[[ Given data, beginning ]]
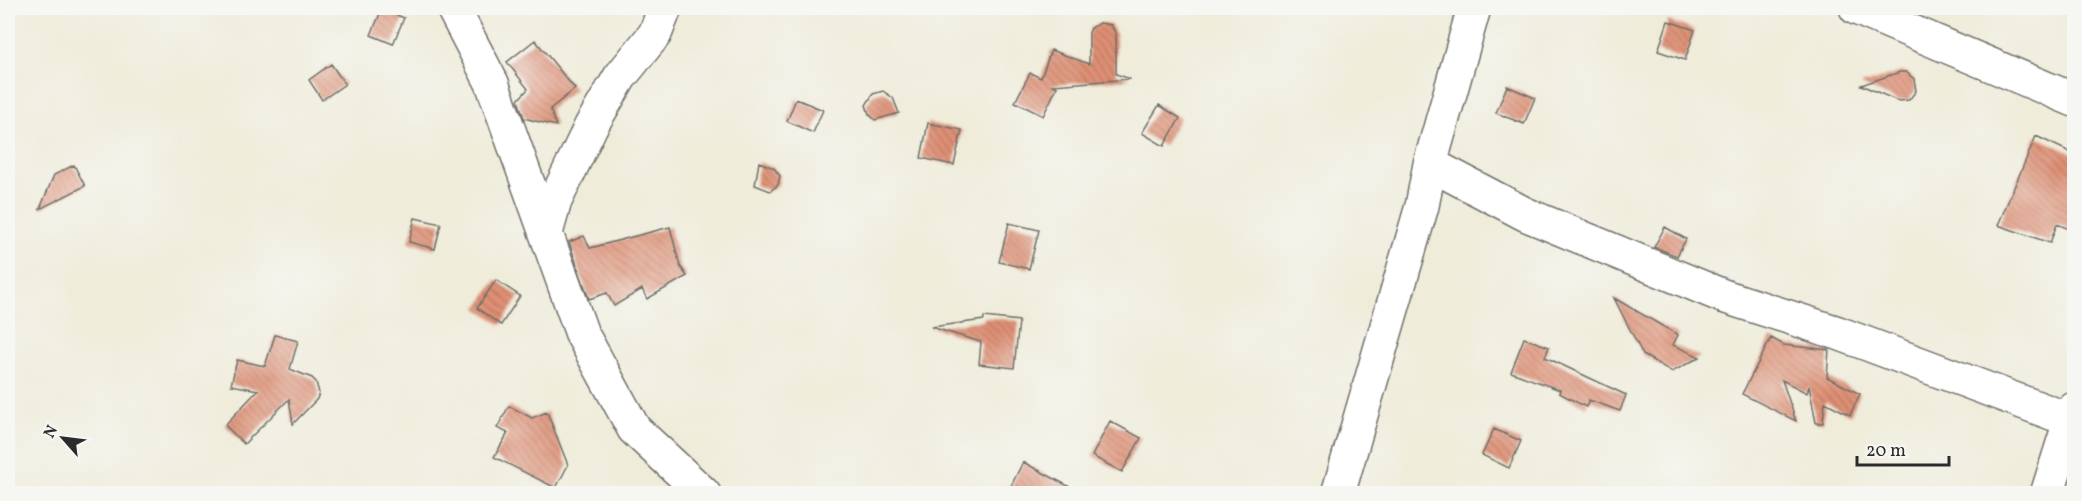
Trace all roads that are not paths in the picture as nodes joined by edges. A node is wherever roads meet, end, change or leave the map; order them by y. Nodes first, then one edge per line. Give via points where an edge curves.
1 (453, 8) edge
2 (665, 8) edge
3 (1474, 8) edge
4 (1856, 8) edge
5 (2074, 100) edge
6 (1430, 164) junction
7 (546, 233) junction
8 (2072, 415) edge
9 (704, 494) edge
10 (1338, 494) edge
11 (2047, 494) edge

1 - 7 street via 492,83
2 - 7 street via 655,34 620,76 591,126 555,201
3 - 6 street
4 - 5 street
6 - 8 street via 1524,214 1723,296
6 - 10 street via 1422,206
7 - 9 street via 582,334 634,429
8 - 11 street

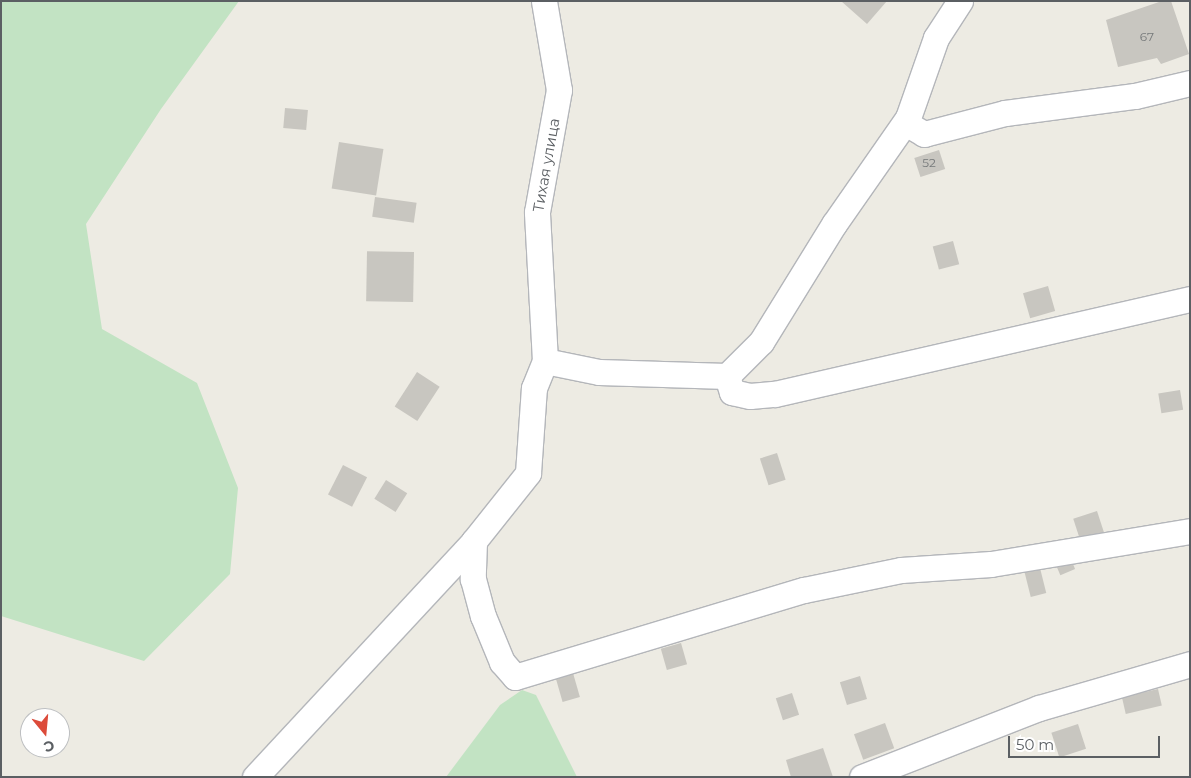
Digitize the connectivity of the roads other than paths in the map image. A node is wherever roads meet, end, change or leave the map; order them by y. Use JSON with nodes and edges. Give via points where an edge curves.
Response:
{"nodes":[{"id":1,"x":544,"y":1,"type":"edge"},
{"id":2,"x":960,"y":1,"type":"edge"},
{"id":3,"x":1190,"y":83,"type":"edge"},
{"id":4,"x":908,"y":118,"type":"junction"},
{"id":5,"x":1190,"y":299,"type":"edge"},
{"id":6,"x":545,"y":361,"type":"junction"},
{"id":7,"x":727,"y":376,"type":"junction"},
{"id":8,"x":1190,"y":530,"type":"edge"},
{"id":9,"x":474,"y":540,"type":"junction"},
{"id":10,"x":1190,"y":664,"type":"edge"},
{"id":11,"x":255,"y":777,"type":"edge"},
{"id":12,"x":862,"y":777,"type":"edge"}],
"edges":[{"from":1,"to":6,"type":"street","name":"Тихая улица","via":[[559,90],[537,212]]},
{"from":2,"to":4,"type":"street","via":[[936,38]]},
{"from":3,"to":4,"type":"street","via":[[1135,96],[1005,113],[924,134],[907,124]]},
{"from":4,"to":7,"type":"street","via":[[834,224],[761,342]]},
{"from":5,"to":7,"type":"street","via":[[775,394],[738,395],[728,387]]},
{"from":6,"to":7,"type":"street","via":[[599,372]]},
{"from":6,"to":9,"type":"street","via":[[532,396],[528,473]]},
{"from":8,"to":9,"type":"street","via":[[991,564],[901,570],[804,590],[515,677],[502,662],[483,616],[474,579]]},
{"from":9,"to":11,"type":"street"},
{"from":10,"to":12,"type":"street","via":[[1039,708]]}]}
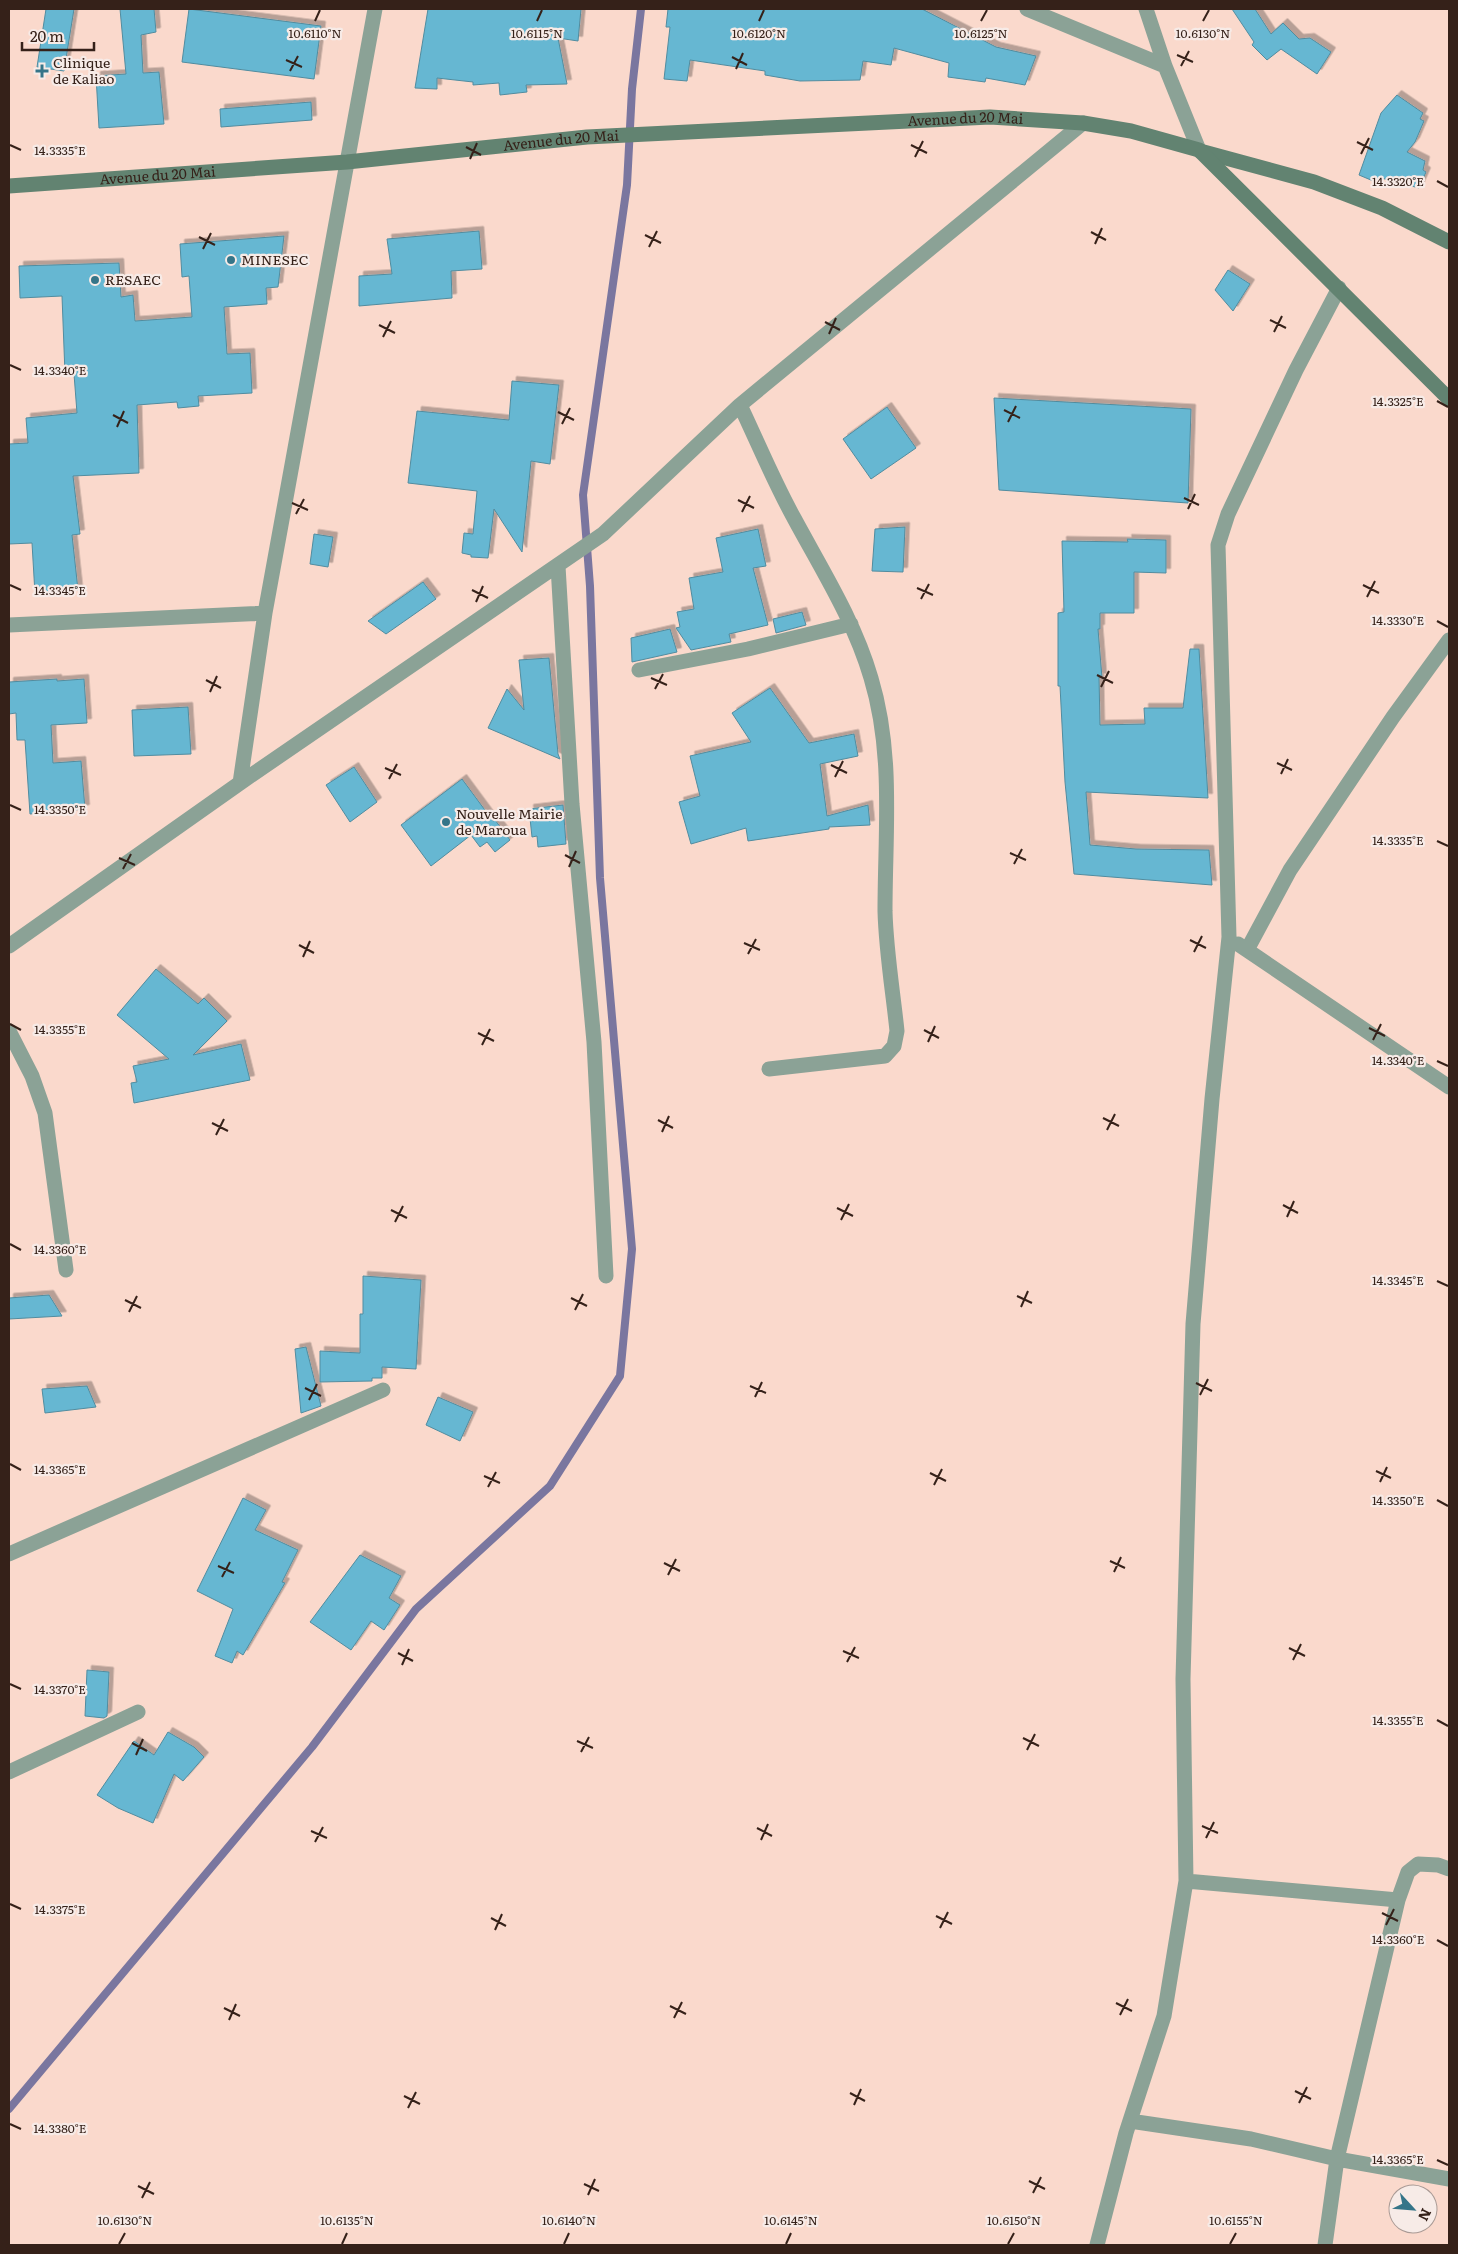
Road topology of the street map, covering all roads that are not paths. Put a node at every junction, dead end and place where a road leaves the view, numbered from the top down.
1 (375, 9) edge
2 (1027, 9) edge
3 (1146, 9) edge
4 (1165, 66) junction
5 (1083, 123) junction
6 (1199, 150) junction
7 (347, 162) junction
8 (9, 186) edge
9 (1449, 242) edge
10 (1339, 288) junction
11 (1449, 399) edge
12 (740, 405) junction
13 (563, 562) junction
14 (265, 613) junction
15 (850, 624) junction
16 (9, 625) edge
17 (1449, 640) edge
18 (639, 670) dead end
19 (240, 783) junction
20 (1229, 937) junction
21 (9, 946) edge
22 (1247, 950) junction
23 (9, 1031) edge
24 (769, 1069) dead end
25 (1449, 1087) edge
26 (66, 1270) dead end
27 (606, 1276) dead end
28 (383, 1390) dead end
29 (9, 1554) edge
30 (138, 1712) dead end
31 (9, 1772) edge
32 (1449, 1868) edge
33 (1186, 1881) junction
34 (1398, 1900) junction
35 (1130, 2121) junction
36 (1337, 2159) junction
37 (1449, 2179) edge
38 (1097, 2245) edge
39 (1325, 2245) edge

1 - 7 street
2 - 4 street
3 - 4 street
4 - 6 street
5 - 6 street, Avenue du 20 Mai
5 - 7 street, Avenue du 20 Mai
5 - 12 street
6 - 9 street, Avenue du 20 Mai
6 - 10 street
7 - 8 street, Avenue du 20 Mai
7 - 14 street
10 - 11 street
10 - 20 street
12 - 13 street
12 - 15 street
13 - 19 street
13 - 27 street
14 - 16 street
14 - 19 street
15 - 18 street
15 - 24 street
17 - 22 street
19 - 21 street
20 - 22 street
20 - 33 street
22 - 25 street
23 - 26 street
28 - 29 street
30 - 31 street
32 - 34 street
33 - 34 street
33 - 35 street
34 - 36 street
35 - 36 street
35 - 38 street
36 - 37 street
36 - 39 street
[[ Given data, end ]]
Keep the pictures out of the copy and write out the data exactly as it stands.

Trace all roads that are not paths in the picture as nodes joined by edges. A node is wherever roads meet, end, change or leave the map; order them by y. Nodes first, then one edge per line. Give via points where an edge curves.
1 (453, 8) edge
2 (665, 8) edge
3 (1474, 8) edge
4 (1856, 8) edge
5 (2074, 100) edge
6 (1430, 164) junction
7 (546, 233) junction
8 (2072, 415) edge
9 (704, 494) edge
10 (1338, 494) edge
11 (2047, 494) edge

1 - 7 street via 492,83
2 - 7 street via 655,34 620,76 591,126 555,201
3 - 6 street
4 - 5 street
6 - 8 street via 1524,214 1723,296
6 - 10 street via 1422,206
7 - 9 street via 582,334 634,429
8 - 11 street

Digitize the connectivity of the roads other than paths in the map image. A node is wherever roads meet, end, change or leave the map; order them by y. Use JSON with nodes and edges. Give via points where an edge curves.
Response:
{"nodes":[{"id":1,"x":544,"y":1,"type":"edge"},
{"id":2,"x":960,"y":1,"type":"edge"},
{"id":3,"x":1190,"y":83,"type":"edge"},
{"id":4,"x":908,"y":118,"type":"junction"},
{"id":5,"x":1190,"y":299,"type":"edge"},
{"id":6,"x":545,"y":361,"type":"junction"},
{"id":7,"x":727,"y":376,"type":"junction"},
{"id":8,"x":1190,"y":530,"type":"edge"},
{"id":9,"x":474,"y":540,"type":"junction"},
{"id":10,"x":1190,"y":664,"type":"edge"},
{"id":11,"x":255,"y":777,"type":"edge"},
{"id":12,"x":862,"y":777,"type":"edge"}],
"edges":[{"from":1,"to":6,"type":"street","name":"Тихая улица","via":[[559,90],[537,212]]},
{"from":2,"to":4,"type":"street","via":[[936,38]]},
{"from":3,"to":4,"type":"street","via":[[1135,96],[1005,113],[924,134],[907,124]]},
{"from":4,"to":7,"type":"street","via":[[834,224],[761,342]]},
{"from":5,"to":7,"type":"street","via":[[775,394],[738,395],[728,387]]},
{"from":6,"to":7,"type":"street","via":[[599,372]]},
{"from":6,"to":9,"type":"street","via":[[532,396],[528,473]]},
{"from":8,"to":9,"type":"street","via":[[991,564],[901,570],[804,590],[515,677],[502,662],[483,616],[474,579]]},
{"from":9,"to":11,"type":"street"},
{"from":10,"to":12,"type":"street","via":[[1039,708]]}]}
Road topology of the street map, covering all roads that are not paths. Put a node at every junction, dead end and place where a road leaves the view, numbered from the top down.
1 (375, 9) edge
2 (1027, 9) edge
3 (1146, 9) edge
4 (1165, 66) junction
5 (1083, 123) junction
6 (1199, 150) junction
7 (347, 162) junction
8 (9, 186) edge
9 (1449, 242) edge
10 (1339, 288) junction
11 (1449, 399) edge
12 (740, 405) junction
13 (563, 562) junction
14 (265, 613) junction
15 (850, 624) junction
16 (9, 625) edge
17 (1449, 640) edge
18 (639, 670) dead end
19 (240, 783) junction
20 (1229, 937) junction
21 (9, 946) edge
22 (1247, 950) junction
23 (9, 1031) edge
24 (769, 1069) dead end
25 (1449, 1087) edge
26 (66, 1270) dead end
27 (606, 1276) dead end
28 (383, 1390) dead end
29 (9, 1554) edge
30 (138, 1712) dead end
31 (9, 1772) edge
32 (1449, 1868) edge
33 (1186, 1881) junction
34 (1398, 1900) junction
35 (1130, 2121) junction
36 (1337, 2159) junction
37 (1449, 2179) edge
38 (1097, 2245) edge
39 (1325, 2245) edge

1 - 7 street
2 - 4 street
3 - 4 street
4 - 6 street
5 - 6 street, Avenue du 20 Mai
5 - 7 street, Avenue du 20 Mai
5 - 12 street
6 - 9 street, Avenue du 20 Mai
6 - 10 street
7 - 8 street, Avenue du 20 Mai
7 - 14 street
10 - 11 street
10 - 20 street
12 - 13 street
12 - 15 street
13 - 19 street
13 - 27 street
14 - 16 street
14 - 19 street
15 - 18 street
15 - 24 street
17 - 22 street
19 - 21 street
20 - 22 street
20 - 33 street
22 - 25 street
23 - 26 street
28 - 29 street
30 - 31 street
32 - 34 street
33 - 34 street
33 - 35 street
34 - 36 street
35 - 36 street
35 - 38 street
36 - 37 street
36 - 39 street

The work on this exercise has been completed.